Wednesday, January 4, 2017

How Trump Won

Let's all agree: Life is not fair. The expectation that it will be begins, wrongly, in childhood. Parents "ooh" and "aah" over their offspring no matter what. Ugly babies are not called out as such, not that they should be, you understand, since beauty is in the eye of the beholder (ha!), but still, it's crazy to set up expectations that will never be met anywhere outside the nursery. Or the nursery school.

I've told this story before but it sticks in my mind even though it happened a quarter of a century ago, and I believe it bears repeating. My son was four, and of course extremely beautiful, the most beautiful in all the land according to my husband and me. He was one of 24 toddlers in a co-op nursery school in an adorable town full of adorable children. I helped out one day a week, as did all the other parents.
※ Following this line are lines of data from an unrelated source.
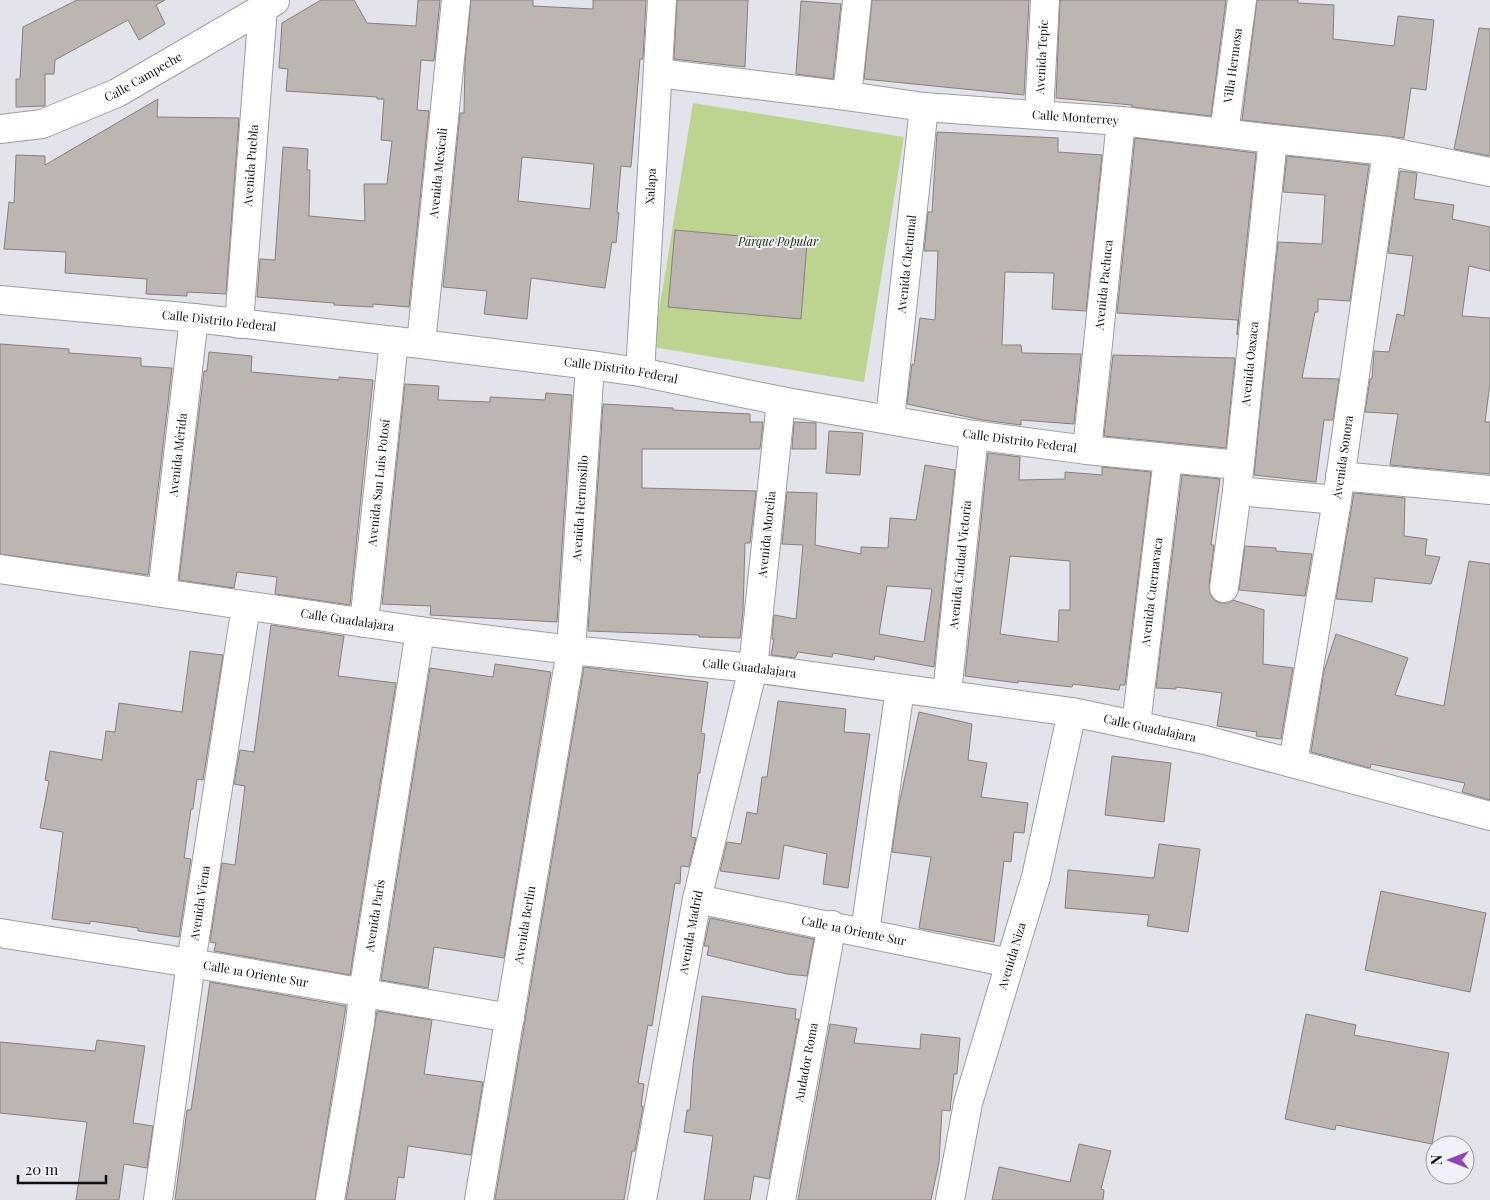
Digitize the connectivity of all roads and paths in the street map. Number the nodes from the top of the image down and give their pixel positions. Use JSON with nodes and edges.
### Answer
{"nodes":[{"id":1,"x":456,"y":0,"type":"edge"},
{"id":2,"x":662,"y":0,"type":"edge"},
{"id":3,"x":858,"y":0,"type":"edge"},
{"id":4,"x":1045,"y":0,"type":"edge"},
{"id":5,"x":1242,"y":0,"type":"edge"},
{"id":6,"x":270,"y":4,"type":"edge"},
{"id":7,"x":658,"y":73,"type":"junction"},
{"id":8,"x":847,"y":96,"type":"junction"},
{"id":9,"x":924,"y":107,"type":"junction"},
{"id":10,"x":1039,"y":115,"type":"junction"},
{"id":11,"x":1121,"y":121,"type":"junction"},
{"id":12,"x":0,"y":128,"type":"edge"},
{"id":13,"x":1224,"y":133,"type":"junction"},
{"id":14,"x":1272,"y":139,"type":"junction"},
{"id":15,"x":1387,"y":151,"type":"junction"},
{"id":16,"x":1490,"y":172,"type":"edge"},
{"id":17,"x":0,"y":300,"type":"edge"},
{"id":18,"x":194,"y":318,"type":"junction"},
{"id":19,"x":239,"y":324,"type":"junction"},
{"id":20,"x":408,"y":343,"type":"junction"},
{"id":21,"x":590,"y":365,"type":"junction"},
{"id":22,"x":640,"y":372,"type":"junction"},
{"id":23,"x":781,"y":401,"type":"junction"},
{"id":24,"x":890,"y":420,"type":"junction"},
{"id":25,"x":974,"y":435,"type":"junction"},
{"id":26,"x":1087,"y":450,"type":"junction"},
{"id":27,"x":1168,"y":458,"type":"junction"},
{"id":28,"x":1238,"y":478,"type":"junction"},
{"id":29,"x":1339,"y":488,"type":"junction"},
{"id":30,"x":1490,"y":490,"type":"edge"},
{"id":31,"x":0,"y":569,"type":"edge"},
{"id":32,"x":1224,"y":588,"type":"dead end"},
{"id":33,"x":162,"y":593,"type":"junction"},
{"id":34,"x":246,"y":606,"type":"junction"},
{"id":35,"x":364,"y":623,"type":"junction"},
{"id":36,"x":420,"y":631,"type":"junction"},
{"id":37,"x":571,"y":650,"type":"junction"},
{"id":38,"x":753,"y":668,"type":"junction"},
{"id":39,"x":900,"y":689,"type":"junction"},
{"id":40,"x":947,"y":694,"type":"junction"},
{"id":41,"x":1072,"y":712,"type":"junction"},
{"id":42,"x":1136,"y":725,"type":"junction"},
{"id":43,"x":1293,"y":763,"type":"junction"},
{"id":44,"x":1490,"y":816,"type":"edge"},
{"id":45,"x":698,"y":899,"type":"junction"},
{"id":46,"x":832,"y":925,"type":"junction"},
{"id":47,"x":865,"y":932,"type":"junction"},
{"id":48,"x":0,"y":933,"type":"edge"},
{"id":49,"x":191,"y":963,"type":"junction"},
{"id":50,"x":1010,"y":963,"type":"junction"},
{"id":51,"x":363,"y":993,"type":"junction"},
{"id":52,"x":510,"y":1018,"type":"junction"},
{"id":53,"x":158,"y":1200,"type":"edge"},
{"id":54,"x":330,"y":1200,"type":"edge"},
{"id":55,"x":479,"y":1200,"type":"edge"},
{"id":56,"x":642,"y":1200,"type":"edge"},
{"id":57,"x":781,"y":1200,"type":"edge"},
{"id":58,"x":950,"y":1200,"type":"edge"}],
"edges":[{"from":1,"to":20,"type":"street","name":"Avenida Mexicali"},
{"from":2,"to":7,"type":"street","name":"Xalapa"},
{"from":3,"to":8,"type":"street"},
{"from":4,"to":10,"type":"street","name":"Avenida Tepic"},
{"from":5,"to":13,"type":"street","name":"Villa Hermosa"},
{"from":6,"to":12,"type":"street","name":"Calle Campeche"},
{"from":6,"to":19,"type":"street","name":"Avenida Puebla"},
{"from":7,"to":8,"type":"street","name":"Calle Monterrey"},
{"from":7,"to":22,"type":"street","name":"Xalapa"},
{"from":8,"to":9,"type":"street","name":"Calle Monterrey"},
{"from":9,"to":10,"type":"street","name":"Calle Monterrey"},
{"from":9,"to":24,"type":"street","name":"Avenida Chetumal"},
{"from":10,"to":11,"type":"street","name":"Calle Monterrey"},
{"from":11,"to":13,"type":"street","name":"Calle Monterrey"},
{"from":11,"to":26,"type":"street","name":"Avenida Pachuca"},
{"from":13,"to":14,"type":"street","name":"Calle Monterrey"},
{"from":14,"to":15,"type":"street","name":"Calle Monterrey"},
{"from":14,"to":28,"type":"street","name":"Avenida Oaxaca"},
{"from":15,"to":16,"type":"street","name":"Calle Monterrey"},
{"from":15,"to":29,"type":"street","name":"Avenida Sonora"},
{"from":17,"to":18,"type":"street","name":"Calle Distrito Federal"},
{"from":18,"to":19,"type":"street","name":"Calle Distrito Federal"},
{"from":18,"to":33,"type":"street","name":"Avenida Mérida"},
{"from":19,"to":20,"type":"street","name":"Calle Distrito Federal"},
{"from":20,"to":21,"type":"street","name":"Calle Distrito Federal"},
{"from":20,"to":35,"type":"street","name":"Avenida San Luis Potosí"},
{"from":21,"to":22,"type":"street","name":"Calle Distrito Federal"},
{"from":21,"to":37,"type":"street","name":"Avenida Hermosillo"},
{"from":22,"to":23,"type":"street","name":"Calle Distrito Federal"},
{"from":23,"to":24,"type":"street","name":"Calle Distrito Federal"},
{"from":23,"to":38,"type":"street","name":"Avenida Morelia"},
{"from":24,"to":25,"type":"street","name":"Calle Distrito Federal"},
{"from":25,"to":26,"type":"street","name":"Calle Distrito Federal"},
{"from":25,"to":40,"type":"street","name":"Avenida Ciudad Victoria"},
{"from":26,"to":27,"type":"street","name":"Calle Distrito Federal"},
{"from":27,"to":28,"type":"street","name":"Calle Distrito Federal"},
{"from":27,"to":42,"type":"street","name":"Avenida Cuernavaca"},
{"from":28,"to":29,"type":"street","name":"Calle Distrito Federal"},
{"from":28,"to":32,"type":"street","name":"Avenida Oaxaca"},
{"from":29,"to":30,"type":"street","name":"Calle Distrito Federal"},
{"from":29,"to":43,"type":"street","name":"Avenida Sonora"},
{"from":31,"to":33,"type":"street","name":"Calle Guadalajara"},
{"from":33,"to":34,"type":"street","name":"Calle Guadalajara"},
{"from":34,"to":35,"type":"street","name":"Calle Guadalajara"},
{"from":34,"to":49,"type":"street","name":"Avenida Viena"},
{"from":35,"to":36,"type":"street","name":"Calle Guadalajara"},
{"from":36,"to":37,"type":"street","name":"Calle Guadalajara"},
{"from":36,"to":51,"type":"street","name":"Avenida París"},
{"from":37,"to":38,"type":"street","name":"Calle Guadalajara"},
{"from":37,"to":52,"type":"street","name":"Avenida Berlín"},
{"from":38,"to":39,"type":"street","name":"Calle Guadalajara"},
{"from":38,"to":45,"type":"street","name":"Avenida Madrid"},
{"from":39,"to":40,"type":"street","name":"Calle Guadalajara"},
{"from":39,"to":47,"type":"street"},
{"from":40,"to":41,"type":"street","name":"Calle Guadalajara"},
{"from":41,"to":42,"type":"street","name":"Calle Guadalajara"},
{"from":41,"to":50,"type":"street","name":"Avenida Niza"},
{"from":42,"to":43,"type":"street","name":"Calle Guadalajara"},
{"from":43,"to":44,"type":"street","name":"Calle Guadalajara"},
{"from":45,"to":46,"type":"street","name":"Calle 1a Oriente Sur"},
{"from":45,"to":56,"type":"street","name":"Avenida Madrid"},
{"from":46,"to":47,"type":"street","name":"Calle 1a Oriente Sur"},
{"from":46,"to":57,"type":"street","name":"Andador Roma"},
{"from":47,"to":50,"type":"street","name":"Calle 1a Oriente Sur"},
{"from":48,"to":49,"type":"street","name":"Calle 1a Oriente Sur"},
{"from":49,"to":51,"type":"street","name":"Calle 1a Oriente Sur"},
{"from":49,"to":53,"type":"street","name":"Avenida Viena"},
{"from":50,"to":58,"type":"street","name":"Avenida Niza"},
{"from":51,"to":52,"type":"street","name":"Calle 1a Oriente Sur"},
{"from":51,"to":54,"type":"street","name":"Avenida París"},
{"from":52,"to":55,"type":"street","name":"Avenida Berlín"}]}
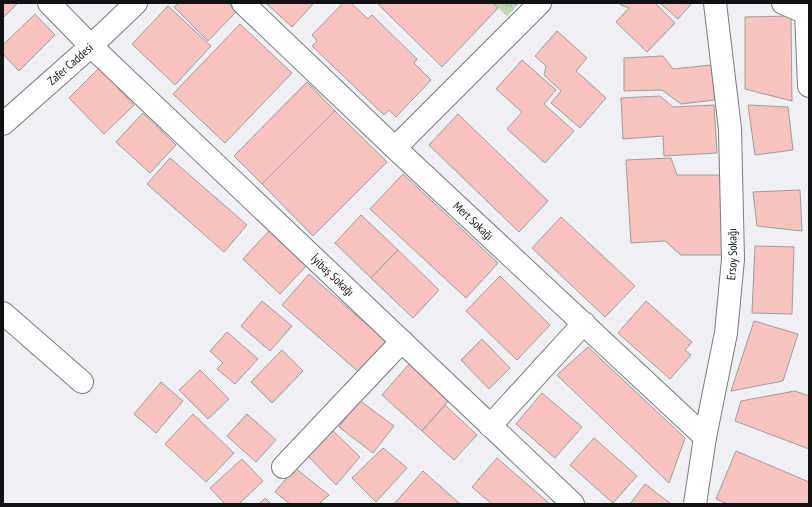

One sunny day we were all outside, the kids playing in the yard, when Cindy, the teacher, blew her whistle to signal that it was time for Sally, a darling angel, to get off the tricycle after her allotted five minutes so that Blake, an obnoxious biter everyone disliked, could have his turn. Blake was mean and stubborn and naturally outraged, pitching a fit that Sally was still riding around the yard "on his time." Sally, oblivious to any trouble brewing that involved her, was enjoying the sunshine with a big smile on her face and exercising her little legs.

I suggested that Blake do something else for awhile, like climb the monkey bars or play in the sandbox or continue kicking Nathan in the stomach. Horrified at this blasphemous thought, Cindy insisted that each child get exactly five minutes on the school's one and only trike. "Otherwise it wouldn't be fair," she explained. "We don't want to show any favoritism." Well guess what: Nothing is fair and favoritism is the name of the game. (This, by the way, is how Trump won, in case you wondered.)

My point is, I have a disease called labile hypertension. My blood pressure goes way up and then it goes way down. Yesterday I fainted in the supermarket. Some mornings I won't leave the house for fear of having a stroke. It sucks. I hate it. Why me? But then I hear about a friend who is much sicker than I am, or another who is in perfect health and has everything, and I realize that it's all a crap shoot. I'm not really the most wonderful, most beautiful, smartest girl in the world like my mother always said.

I was kicked off that tricycle years ago and scrounged around for something else to do. I found it. Lately it involves being on hold with my doctor's office for long stretches of time, causing me to still wonder, "Why me?" It's just not fair.